Я то и дело месяцами повторяла эту ложь – «Все хорошо», – годами – «Все хорошо», – но в тот момент – «Все хорошо», – Мэтт наверняка поверил мне, потому что он не приехал ко мне.

Он не приехал ко мне.

Я ждала Майка, стояла, пошатываясь, эфирное время новостей полностью заполняли сообщения о видах облачности и об атмосферном давлении.
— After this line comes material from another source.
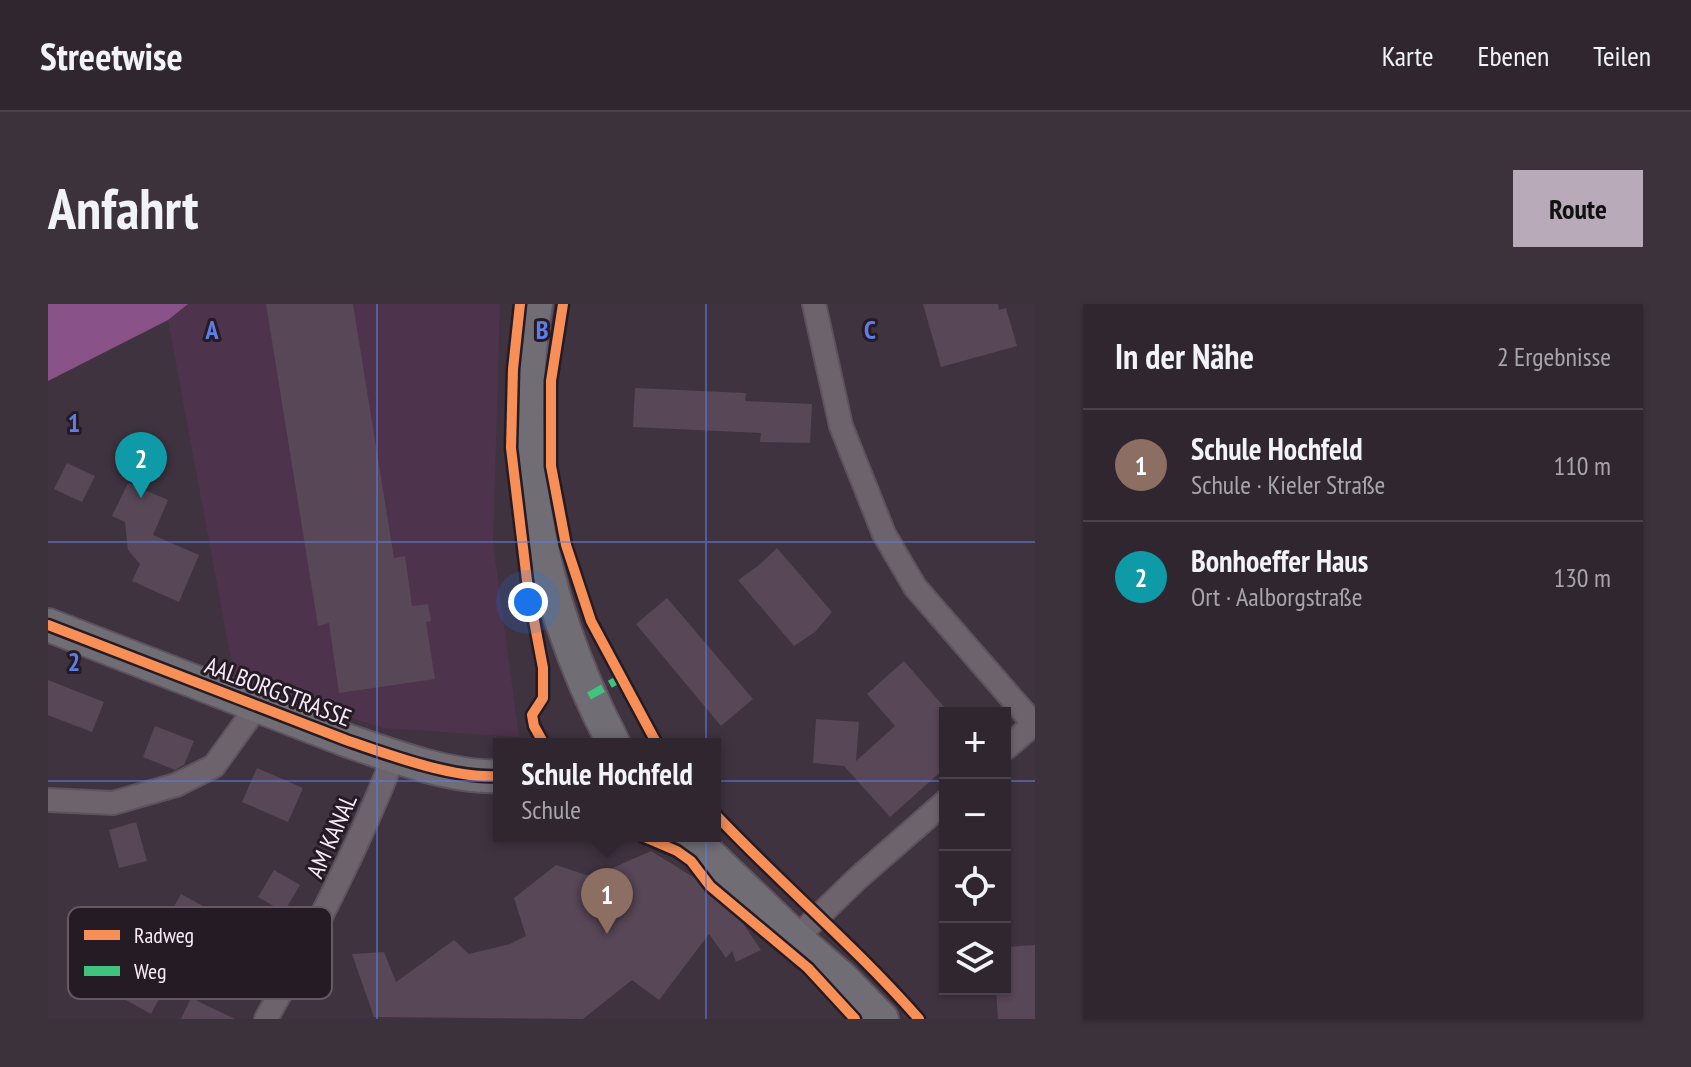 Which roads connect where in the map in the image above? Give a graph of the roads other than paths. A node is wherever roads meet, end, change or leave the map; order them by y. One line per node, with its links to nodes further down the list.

Когда начались пятичасовые новости, сюжет о моем отце стал главным. Смазанный снимок его желтого бунгало с высоты: разросшаяся трава, толпа соседей вокруг ленты, ограждавшей место преступления, отряд спецназа, шаривший по его участку, словно стая бесстыжих мух. Все замерло. Я будто плавала в формальдегиде, была экспонатом в виде девушки, который выглядывает из банки, и мир за пределами стекла этой банки был заторможенным и размытым. Когда я вспоминаю тот момент сейчас, то не замечаю, как грудная клетка ходит вверх-вниз при дыхании, вместо этого я замираю в ожидании.

Я нажала кнопку записи на видеомагнитофоне, чтобы у меня осталась кассета, которую я так и не посмотрела, но все еще храню и перевожу с собой всякий раз, как переезжаю в новый дом, и присела на корточки в нескольких дюймах от экрана, как будто если окажусь очень близко, то смогу узнать больше.